### INPUT FOR THIS TASK ###
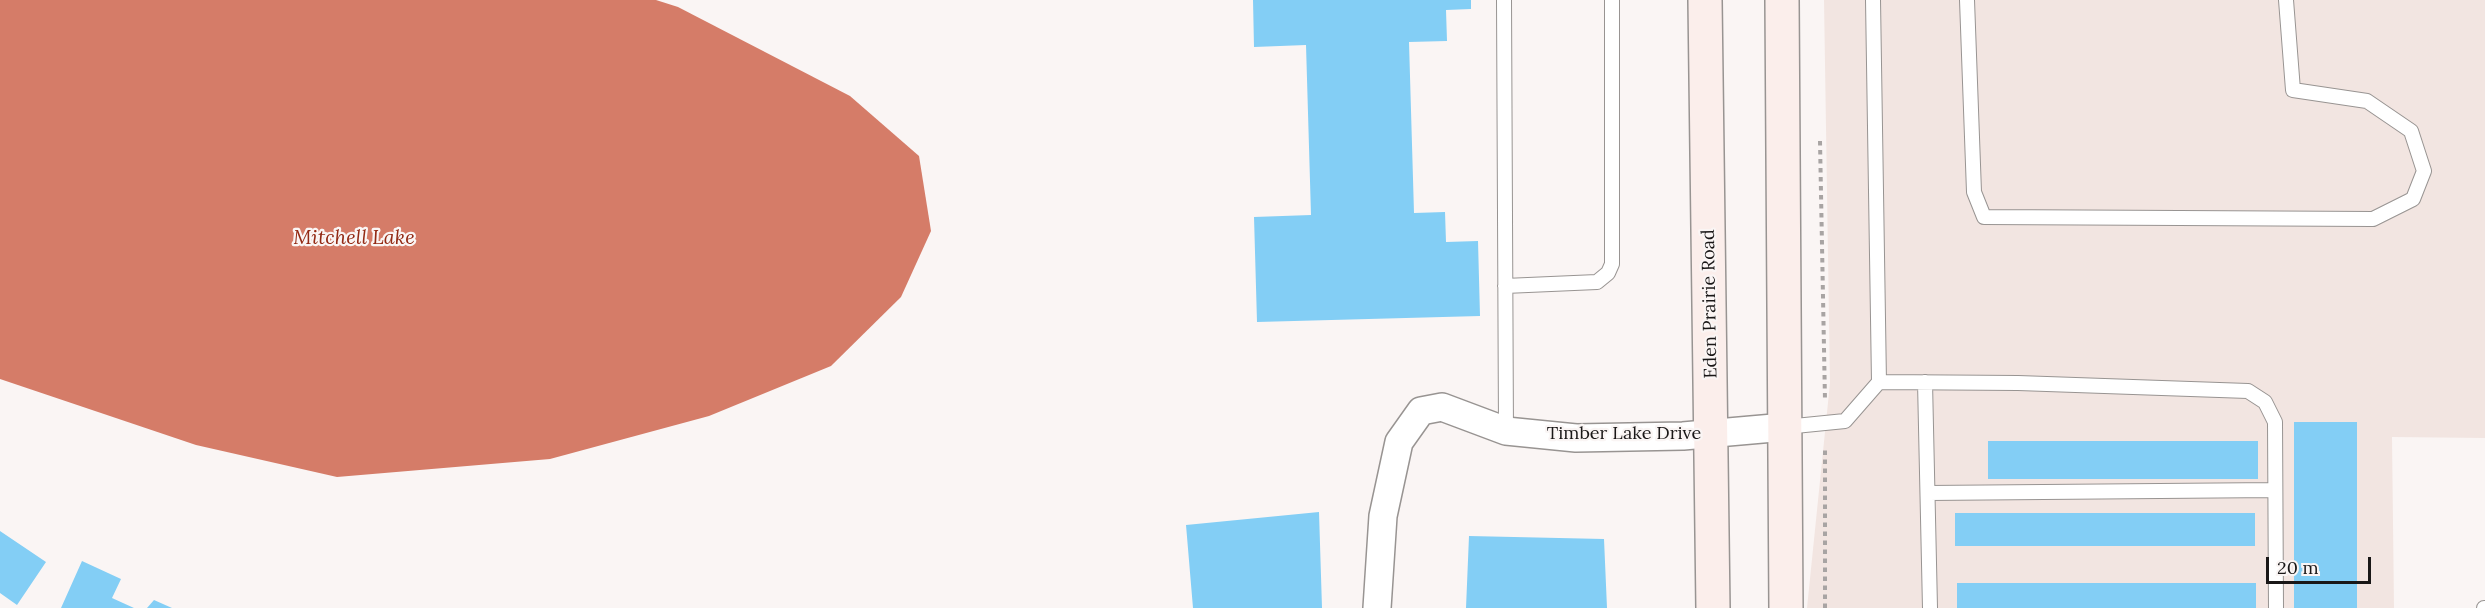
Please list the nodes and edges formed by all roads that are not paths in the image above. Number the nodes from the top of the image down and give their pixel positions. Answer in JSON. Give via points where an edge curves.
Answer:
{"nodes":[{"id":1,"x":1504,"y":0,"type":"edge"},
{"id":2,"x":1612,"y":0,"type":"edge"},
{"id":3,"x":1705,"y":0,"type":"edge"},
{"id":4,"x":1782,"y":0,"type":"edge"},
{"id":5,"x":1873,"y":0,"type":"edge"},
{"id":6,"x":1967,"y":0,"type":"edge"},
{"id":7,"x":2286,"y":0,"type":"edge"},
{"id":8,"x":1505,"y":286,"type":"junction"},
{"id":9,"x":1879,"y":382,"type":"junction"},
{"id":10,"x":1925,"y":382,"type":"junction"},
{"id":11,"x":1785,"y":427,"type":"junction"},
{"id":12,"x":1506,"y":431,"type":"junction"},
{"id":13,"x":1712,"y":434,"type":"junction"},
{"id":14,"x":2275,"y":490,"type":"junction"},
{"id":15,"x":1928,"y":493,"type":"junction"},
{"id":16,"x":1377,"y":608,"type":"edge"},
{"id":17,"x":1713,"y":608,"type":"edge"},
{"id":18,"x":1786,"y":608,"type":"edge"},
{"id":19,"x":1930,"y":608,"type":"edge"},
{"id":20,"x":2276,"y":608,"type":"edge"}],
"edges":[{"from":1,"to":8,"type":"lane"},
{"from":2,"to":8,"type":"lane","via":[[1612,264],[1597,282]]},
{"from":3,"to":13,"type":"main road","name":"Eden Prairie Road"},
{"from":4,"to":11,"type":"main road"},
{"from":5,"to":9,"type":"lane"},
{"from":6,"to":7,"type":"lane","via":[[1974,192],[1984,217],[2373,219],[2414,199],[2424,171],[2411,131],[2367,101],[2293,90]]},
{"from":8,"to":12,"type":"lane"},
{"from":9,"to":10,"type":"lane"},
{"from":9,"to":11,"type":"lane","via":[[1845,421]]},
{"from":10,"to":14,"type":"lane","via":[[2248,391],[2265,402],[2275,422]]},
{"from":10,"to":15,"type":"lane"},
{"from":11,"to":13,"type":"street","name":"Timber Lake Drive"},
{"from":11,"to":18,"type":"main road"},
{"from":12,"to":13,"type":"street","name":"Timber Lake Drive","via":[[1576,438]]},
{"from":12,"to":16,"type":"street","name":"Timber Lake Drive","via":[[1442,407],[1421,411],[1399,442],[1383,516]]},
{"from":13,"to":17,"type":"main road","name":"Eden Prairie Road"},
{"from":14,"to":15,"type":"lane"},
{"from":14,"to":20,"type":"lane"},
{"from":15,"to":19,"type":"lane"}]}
###
### INPUT FOR THIS TASK ###
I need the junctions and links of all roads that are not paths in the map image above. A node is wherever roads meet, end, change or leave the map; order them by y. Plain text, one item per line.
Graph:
###
• EXERCISE
For the word "above", count the lines of the data that contain it and report only the total.

• EXERCISE OUTPUT
2